I also have exactly the same problem. My car just about stays charged for 2 days without use I use it everyday during the week. If it is a long weekend, I have to jump the TT. I put a new Bosch battery on it 3 months ago and it has now flattened. I got it checked at the place I purchased it and they showed me that the battery was fine, it was just discharging. What fuses should I start with?


----------



## Munchkinfairy (Jul 20, 2007)

I had similar issues over Christmas, battery taking 2 days to recharge when on car, as though something is draining constantly. After some research [smiley=book2.gif] , it seems that it is very common for the alternator regualtor to fail. I changed the whole alternator, as mine was also squealing as the bearings had gone, and now all the issues are resolved. I would check this issue first if your battery is draining quick, as it is such a common failure, and easy to fix if you just replace the regulator.


----------



## thedino (Aug 10, 2010)

Also having intermittent battery drain problems - sometimes the car will be fine for a few days, other times it will have drained enough not to start the car within a few hours!! It's had a new battery which has been tested and proved its ok, new dashpod already fitted!

I took it to an auto electrician last week and throughout the day it didn't drop a single amp - bloody typical!!!

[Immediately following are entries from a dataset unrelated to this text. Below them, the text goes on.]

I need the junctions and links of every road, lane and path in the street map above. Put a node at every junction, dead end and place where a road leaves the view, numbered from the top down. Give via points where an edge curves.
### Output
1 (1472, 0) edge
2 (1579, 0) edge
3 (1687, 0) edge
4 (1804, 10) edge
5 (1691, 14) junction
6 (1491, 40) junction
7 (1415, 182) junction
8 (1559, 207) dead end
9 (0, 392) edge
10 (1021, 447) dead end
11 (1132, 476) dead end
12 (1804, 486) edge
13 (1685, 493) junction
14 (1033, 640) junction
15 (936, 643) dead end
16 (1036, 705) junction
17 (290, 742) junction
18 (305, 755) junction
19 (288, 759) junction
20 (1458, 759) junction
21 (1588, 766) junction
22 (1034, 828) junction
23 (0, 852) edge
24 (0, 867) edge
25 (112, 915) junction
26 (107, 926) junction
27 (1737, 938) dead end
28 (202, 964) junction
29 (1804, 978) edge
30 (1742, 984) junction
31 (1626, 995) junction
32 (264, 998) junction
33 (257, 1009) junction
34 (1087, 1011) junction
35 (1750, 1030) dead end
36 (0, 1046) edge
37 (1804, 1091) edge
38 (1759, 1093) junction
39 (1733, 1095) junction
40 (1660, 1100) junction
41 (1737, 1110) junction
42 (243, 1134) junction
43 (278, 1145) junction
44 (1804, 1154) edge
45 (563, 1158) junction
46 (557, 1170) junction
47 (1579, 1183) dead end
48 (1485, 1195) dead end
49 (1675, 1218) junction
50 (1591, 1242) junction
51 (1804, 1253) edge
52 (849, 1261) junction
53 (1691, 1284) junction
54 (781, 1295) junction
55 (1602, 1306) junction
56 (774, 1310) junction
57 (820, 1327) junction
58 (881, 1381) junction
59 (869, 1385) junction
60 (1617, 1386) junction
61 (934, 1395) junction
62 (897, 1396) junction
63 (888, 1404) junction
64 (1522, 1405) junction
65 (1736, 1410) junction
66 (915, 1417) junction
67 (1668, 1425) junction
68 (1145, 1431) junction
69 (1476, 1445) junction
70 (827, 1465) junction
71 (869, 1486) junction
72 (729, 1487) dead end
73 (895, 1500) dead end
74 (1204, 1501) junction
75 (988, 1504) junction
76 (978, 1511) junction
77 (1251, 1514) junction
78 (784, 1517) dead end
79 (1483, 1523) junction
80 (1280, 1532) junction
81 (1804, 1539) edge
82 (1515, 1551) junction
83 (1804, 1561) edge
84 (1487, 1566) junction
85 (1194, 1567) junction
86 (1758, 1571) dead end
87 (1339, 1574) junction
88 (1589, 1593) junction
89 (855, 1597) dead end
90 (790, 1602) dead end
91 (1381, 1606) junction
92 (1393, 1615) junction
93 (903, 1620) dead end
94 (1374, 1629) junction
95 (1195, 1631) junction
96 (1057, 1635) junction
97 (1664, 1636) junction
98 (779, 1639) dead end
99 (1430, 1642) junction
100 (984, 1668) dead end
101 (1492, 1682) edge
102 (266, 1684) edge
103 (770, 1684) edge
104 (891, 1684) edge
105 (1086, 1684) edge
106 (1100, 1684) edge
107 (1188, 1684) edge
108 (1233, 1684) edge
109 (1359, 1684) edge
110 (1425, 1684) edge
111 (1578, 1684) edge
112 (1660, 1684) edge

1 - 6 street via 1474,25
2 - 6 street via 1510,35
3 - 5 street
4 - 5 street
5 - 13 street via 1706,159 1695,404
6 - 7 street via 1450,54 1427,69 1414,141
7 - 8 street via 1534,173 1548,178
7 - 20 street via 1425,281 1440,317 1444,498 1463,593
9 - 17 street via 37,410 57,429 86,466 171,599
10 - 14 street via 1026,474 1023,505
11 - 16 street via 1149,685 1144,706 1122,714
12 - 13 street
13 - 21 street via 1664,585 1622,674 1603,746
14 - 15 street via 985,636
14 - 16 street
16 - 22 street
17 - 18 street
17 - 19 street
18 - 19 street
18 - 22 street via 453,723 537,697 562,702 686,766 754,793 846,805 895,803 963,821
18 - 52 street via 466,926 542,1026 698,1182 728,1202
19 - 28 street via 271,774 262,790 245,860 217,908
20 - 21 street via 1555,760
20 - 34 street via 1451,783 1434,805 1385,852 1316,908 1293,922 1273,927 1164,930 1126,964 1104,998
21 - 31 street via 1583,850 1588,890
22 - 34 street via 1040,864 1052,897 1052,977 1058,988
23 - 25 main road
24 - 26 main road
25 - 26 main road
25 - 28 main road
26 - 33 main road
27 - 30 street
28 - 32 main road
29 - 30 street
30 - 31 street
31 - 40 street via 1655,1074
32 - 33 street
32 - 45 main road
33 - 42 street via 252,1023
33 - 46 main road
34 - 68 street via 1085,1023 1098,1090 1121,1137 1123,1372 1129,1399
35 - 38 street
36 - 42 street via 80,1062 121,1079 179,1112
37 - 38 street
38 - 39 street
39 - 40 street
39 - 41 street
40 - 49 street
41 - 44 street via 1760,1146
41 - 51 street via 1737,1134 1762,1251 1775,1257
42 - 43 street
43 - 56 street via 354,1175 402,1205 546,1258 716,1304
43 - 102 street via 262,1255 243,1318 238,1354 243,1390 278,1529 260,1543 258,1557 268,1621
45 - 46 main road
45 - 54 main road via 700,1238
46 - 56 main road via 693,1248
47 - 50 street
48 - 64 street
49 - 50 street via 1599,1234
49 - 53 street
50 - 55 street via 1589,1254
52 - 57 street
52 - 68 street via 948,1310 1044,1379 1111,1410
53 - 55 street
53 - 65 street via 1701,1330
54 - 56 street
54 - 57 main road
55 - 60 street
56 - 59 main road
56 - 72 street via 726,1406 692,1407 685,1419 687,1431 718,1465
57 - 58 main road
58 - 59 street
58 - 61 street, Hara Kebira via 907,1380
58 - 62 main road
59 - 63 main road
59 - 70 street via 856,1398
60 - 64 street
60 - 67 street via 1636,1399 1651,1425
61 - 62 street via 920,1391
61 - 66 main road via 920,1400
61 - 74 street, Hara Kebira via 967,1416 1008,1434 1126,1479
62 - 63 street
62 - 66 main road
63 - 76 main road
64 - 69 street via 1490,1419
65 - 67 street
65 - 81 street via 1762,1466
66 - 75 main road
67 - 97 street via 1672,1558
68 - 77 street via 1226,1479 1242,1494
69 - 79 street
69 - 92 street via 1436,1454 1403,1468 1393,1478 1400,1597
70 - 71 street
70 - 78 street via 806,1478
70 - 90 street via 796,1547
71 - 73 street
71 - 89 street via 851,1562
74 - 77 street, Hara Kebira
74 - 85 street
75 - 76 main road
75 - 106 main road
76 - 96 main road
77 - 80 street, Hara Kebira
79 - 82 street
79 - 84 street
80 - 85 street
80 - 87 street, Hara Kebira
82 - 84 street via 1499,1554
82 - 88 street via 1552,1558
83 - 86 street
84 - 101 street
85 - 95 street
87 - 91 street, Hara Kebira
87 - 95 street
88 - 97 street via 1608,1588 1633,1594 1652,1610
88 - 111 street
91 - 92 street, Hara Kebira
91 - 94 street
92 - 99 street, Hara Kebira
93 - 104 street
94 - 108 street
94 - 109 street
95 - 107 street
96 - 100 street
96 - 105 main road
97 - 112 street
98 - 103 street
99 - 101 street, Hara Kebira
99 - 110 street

Until I can get it booked in at another time I will continue to carry around a spare battery and jump leads for when it does drain... [smiley=bomb.gif]


----------



## Neil (May 7, 2002)

If the car has a tracker fitted that has developed a fault, it can drain the battery in a day or two. But of course if a previous owner fitted it, you may not know you have one, and they're not easy to find :?


----------



## John-H (Jul 13, 2005)

This may help:

*State of charge:*
Here are some battery rest state voltages (engine off no charging and no major loads for >5 minutes) and the corresponding state of charge:

12.65V 100% 
12.45V 75% 
12.24V 50% 
12.06V 25% 
11.89V or less - Discharged 
11.6V or below - Keeping the battery in this state will damage it - vastly reducing it's capacity.

*Drain*
Put the multimeter on current setting and bridge one of the battery connections to the fuse pannel with secure connections to the meter. Then break the main connection so the current is forced to divert through the meter (meter in series connection). This will tell you what the static current drain is. Make sure all lights including courtesy lights are off when doing this, then reconnect before you loose your radio code etc.! Approximately speaking - your battery capacity should be able to supply several hundred milliamps for one week and still not be completely flat in that time. Normal drain should be well less than this. There have been reported problems with dashpods causing excess drain when faulty. You can trace any excess drain further at the fuse pannels or by disconnection of various items.


----------



## ROADSTA (Oct 31, 2004)

Hoggy said:


> Hi Roadsta, Something is draining the battery then, you need to check current drain, using multimeter & pull fuses to check which circuit is causing the prob.Could still be the alternator diodes causing a reverse feed (drain) & flattening battery. Disconnect plugs from alternator leaving battery connected, to prove alternator or not.If no current drain then replace battery.
> Have you really lived with prob for 6 years. :?
> Hoggy.


Thanks for the advice, I did just read on here about the regulator being the problem, will have to give that a go, and yes I have lived with this problem for 5/6 years. although it only really effects me in the winter. Having to undo the bolt on the battery everyday and re-tightening caused the bolt to break a few years back, so that shows how much of a problem it is.


----------



## S&amp;S (Mar 29, 2009)

Right replaced the regulator this morning and the alternator is still not working 

If i put a voltmeter between the alternator positive and the battery neg its only showing 0.4 v so im now assuming that the actual insides are dead. how can i check this 100% though?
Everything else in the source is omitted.